On Wed, Dec 23, 2020, at 11:00 PM, Tony V E wrote:
> What you really want is to get a null-terminated char const * from a
> string_view, and not pay the extra cost when the null was already
> there. Copy, but only when necessary.
>
> And we want this because there are lots of pre-existing functions that
> take null-terminated char const * strings.
>
> void f(char const *);
>
> string_view sv =...
>
> f(sv.???);
>
> First problem is that this is a tricky API. How do you keep it from
> being multiple steps?
>
> - you need to return an object that owns the string if it was copied,
> but could also "borrow" the existing string.
>
> Let's call it mstring_view. The m is for maybe owning. But it could be
> an implementation-defined type. Maybe for some implementations it could
> be std::string even.
>
> f(sv.m_str().c_str());
>
> Now it is implementation defined how string_view turns into
> mstring_view, but hopefully a quality implementation can track the
> "possibly there's a null" of the string_view, similar to Arthur's
> suggestions.
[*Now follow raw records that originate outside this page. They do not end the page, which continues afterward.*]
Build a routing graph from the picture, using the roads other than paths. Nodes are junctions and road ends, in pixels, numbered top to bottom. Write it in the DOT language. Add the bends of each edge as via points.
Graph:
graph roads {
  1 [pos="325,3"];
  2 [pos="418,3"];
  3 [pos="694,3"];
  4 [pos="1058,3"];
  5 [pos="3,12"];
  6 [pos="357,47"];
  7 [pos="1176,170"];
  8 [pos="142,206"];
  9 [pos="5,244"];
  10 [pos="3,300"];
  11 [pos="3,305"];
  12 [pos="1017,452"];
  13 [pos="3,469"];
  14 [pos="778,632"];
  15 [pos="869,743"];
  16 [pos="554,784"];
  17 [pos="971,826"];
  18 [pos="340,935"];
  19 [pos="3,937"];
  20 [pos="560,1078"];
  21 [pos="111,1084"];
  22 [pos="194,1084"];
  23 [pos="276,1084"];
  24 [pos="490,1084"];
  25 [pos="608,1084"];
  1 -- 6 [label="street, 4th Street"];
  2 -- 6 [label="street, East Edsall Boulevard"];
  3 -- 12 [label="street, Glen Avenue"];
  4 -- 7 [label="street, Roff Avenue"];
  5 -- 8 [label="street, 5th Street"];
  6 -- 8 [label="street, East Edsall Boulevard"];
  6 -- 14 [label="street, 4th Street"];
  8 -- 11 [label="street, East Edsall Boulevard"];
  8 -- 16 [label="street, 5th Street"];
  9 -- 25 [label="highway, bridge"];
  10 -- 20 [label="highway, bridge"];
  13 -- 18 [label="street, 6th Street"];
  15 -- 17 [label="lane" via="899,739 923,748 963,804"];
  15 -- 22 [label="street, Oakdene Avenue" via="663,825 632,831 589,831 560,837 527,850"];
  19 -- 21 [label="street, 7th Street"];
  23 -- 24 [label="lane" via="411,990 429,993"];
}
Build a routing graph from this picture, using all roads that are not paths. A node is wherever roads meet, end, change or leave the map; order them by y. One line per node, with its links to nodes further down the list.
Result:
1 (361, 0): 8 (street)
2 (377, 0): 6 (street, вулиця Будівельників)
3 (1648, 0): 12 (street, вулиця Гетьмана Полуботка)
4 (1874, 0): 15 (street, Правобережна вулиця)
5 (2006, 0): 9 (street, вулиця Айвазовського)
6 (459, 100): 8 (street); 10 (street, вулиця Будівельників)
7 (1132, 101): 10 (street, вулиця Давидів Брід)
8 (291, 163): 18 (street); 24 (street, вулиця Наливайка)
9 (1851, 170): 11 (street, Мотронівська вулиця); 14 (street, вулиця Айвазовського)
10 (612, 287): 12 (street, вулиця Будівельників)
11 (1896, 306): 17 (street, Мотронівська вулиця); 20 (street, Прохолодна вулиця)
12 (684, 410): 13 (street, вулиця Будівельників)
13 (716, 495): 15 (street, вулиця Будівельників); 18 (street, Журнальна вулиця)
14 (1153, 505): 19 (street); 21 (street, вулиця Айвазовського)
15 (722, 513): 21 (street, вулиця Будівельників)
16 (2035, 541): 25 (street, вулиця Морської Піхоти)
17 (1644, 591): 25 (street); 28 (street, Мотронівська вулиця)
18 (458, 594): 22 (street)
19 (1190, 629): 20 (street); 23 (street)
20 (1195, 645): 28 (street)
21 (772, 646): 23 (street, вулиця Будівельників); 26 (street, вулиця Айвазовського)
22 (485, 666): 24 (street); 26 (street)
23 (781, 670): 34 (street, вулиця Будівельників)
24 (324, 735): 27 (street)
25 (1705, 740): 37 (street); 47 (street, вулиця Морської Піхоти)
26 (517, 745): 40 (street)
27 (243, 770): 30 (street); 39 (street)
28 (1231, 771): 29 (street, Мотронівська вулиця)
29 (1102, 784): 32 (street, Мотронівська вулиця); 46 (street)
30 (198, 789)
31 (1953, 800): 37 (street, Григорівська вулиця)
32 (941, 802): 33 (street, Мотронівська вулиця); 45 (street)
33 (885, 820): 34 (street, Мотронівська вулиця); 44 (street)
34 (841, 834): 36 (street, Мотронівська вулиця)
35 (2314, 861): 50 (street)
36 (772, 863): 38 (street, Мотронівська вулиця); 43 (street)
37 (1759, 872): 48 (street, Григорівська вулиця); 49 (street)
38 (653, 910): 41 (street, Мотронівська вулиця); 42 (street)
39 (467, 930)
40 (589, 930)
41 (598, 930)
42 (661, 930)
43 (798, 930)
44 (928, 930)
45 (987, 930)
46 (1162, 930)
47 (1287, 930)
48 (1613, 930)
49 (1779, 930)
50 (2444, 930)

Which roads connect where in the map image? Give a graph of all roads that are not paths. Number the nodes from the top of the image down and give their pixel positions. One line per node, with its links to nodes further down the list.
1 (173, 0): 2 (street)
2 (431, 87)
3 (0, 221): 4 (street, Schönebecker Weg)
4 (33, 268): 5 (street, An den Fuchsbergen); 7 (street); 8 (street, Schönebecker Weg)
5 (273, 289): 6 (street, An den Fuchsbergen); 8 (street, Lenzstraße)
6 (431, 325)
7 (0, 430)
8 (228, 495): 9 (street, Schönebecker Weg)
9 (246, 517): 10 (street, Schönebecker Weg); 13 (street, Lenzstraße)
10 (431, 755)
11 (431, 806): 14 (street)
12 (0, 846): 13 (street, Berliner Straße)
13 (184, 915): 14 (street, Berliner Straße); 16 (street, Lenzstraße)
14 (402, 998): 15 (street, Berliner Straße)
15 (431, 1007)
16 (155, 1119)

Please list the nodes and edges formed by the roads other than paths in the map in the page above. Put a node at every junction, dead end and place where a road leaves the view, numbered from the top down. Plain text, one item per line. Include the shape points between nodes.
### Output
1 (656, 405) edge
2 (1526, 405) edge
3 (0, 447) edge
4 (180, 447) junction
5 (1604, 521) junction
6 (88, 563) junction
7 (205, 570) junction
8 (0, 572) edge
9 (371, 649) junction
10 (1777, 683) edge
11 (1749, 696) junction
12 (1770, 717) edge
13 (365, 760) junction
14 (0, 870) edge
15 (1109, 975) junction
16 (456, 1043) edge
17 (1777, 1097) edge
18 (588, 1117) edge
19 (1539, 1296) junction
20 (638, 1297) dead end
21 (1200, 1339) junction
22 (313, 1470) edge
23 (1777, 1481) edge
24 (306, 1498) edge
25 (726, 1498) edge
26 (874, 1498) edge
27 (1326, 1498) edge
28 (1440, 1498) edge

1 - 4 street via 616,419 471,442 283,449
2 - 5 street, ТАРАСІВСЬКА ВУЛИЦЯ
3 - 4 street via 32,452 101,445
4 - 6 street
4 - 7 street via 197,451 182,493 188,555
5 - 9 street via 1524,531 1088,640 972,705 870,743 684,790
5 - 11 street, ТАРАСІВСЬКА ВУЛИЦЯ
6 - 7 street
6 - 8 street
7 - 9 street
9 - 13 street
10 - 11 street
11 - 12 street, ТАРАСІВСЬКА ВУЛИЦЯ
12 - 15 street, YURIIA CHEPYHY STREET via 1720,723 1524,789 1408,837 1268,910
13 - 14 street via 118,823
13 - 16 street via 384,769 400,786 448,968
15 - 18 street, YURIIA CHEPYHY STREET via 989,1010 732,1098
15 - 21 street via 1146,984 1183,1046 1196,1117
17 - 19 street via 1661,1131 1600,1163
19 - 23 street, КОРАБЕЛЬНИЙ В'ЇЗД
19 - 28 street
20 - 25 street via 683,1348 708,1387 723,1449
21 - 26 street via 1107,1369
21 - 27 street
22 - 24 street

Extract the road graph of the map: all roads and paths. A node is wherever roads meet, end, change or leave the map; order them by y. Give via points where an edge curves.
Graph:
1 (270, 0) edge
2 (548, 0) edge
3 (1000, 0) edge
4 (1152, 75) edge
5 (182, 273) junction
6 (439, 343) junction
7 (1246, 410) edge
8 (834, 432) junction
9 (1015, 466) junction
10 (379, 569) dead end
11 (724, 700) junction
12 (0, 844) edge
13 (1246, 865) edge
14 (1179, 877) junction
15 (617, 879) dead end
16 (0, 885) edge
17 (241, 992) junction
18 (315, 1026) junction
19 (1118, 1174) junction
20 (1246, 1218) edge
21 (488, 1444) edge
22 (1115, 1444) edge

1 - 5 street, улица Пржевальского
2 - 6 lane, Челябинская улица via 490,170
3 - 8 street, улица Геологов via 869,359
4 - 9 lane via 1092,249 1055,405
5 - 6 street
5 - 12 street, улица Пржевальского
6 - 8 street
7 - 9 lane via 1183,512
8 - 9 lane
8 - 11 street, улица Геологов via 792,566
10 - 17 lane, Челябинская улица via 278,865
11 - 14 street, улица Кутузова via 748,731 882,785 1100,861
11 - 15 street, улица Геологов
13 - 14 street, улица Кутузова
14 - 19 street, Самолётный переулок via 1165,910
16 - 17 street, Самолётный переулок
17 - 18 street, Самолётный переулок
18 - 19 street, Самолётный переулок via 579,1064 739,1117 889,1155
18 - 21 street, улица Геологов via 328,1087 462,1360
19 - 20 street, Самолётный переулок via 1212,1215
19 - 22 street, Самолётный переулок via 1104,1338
For some implementations, it will always copy. Or will
> always copy until they can do a ABI break. (If there are no
> implementations that think they can take advantage of this, then it may
> not be worth doing.)
>
> Note that, worse case, it will never be worse than manually copying the
> string_view.
>
> This doesn't mean we couldn't also have zstring_view, etc. It only
> tackles the "I have a string_view and now need a null-terminated char
> const *" problem.
>
> The other solution is to (slowly) convince OSES, etc, to natively
> support ptr + length APIs.
>
> Sent from my BlackBerry portable Babbage Device
> Original Message
> From: Tom Mason via Std-Proposals
> Sent: Wednesday, December 23, 2020 5:14 PM
> To: Tom Mason via Std-Proposals
> Reply To: std-proposals_at_[hidden]
> Cc: Tom Mason
> Subject: Re: [std-proposals] Avoid copies when using string_view with
> APIs expecting null terminated strings
>
> I don't think what Arthur is proposing would involve the string_view
> modifying the const char*. It would just be informed that it can check
> the value at data() + size(), so it only does a read at that location
> to compare to zero. The byte at that position would have to be set
> externally. It does seem a little obscure though. Why would you have a
> string buffer with embedded nulls in it, make a string view that passes
> over the null, and then trim down to it? Maybe there is a use case
> there that I can't think of, but it seems better to me to just store a
> flag that indicates null termination directly.
>
> On Wed, Dec 23, 2020, at 10:00 PM, Nikolay Mihaylov via Std-Proposals wrote:
> > Sorry for comment too late, but how exactly string_view will add null
> > at the end, if it is const? The const char * could be in read only
> > memory as well.
> >
> > The only way this to work is to copy the char array - into std::string
> > or into char array (i usually use std::array<char>.
> >
> > Another way is to change your algorithm, so it does not rely on null terminator.
> >
> > Nikolay
> >
> > On Wednesday, December 23, 2020, Thiago Macieira via Std-Proposals
> > <std-proposals_at_[hidden]> wrote:
> > > On Wednesday, 23 December 2020 13:48:51 -03 Arthur O'Dwyer via Std-Proposals
> > > wrote:
> > > > Nobody's mentioned it yet for some reason, but this is far from the first
> > > > time that the idea of "null-terminated string_view" has come up. The
> > > > traditional name for it is "zstring_view", and you can find more
> > > > information by googling that name.
> > >
> > > I've seen both zstring_view and cstring_view, the difference between them is
> > > that the former usually carries an explicit size whereas the latter does not.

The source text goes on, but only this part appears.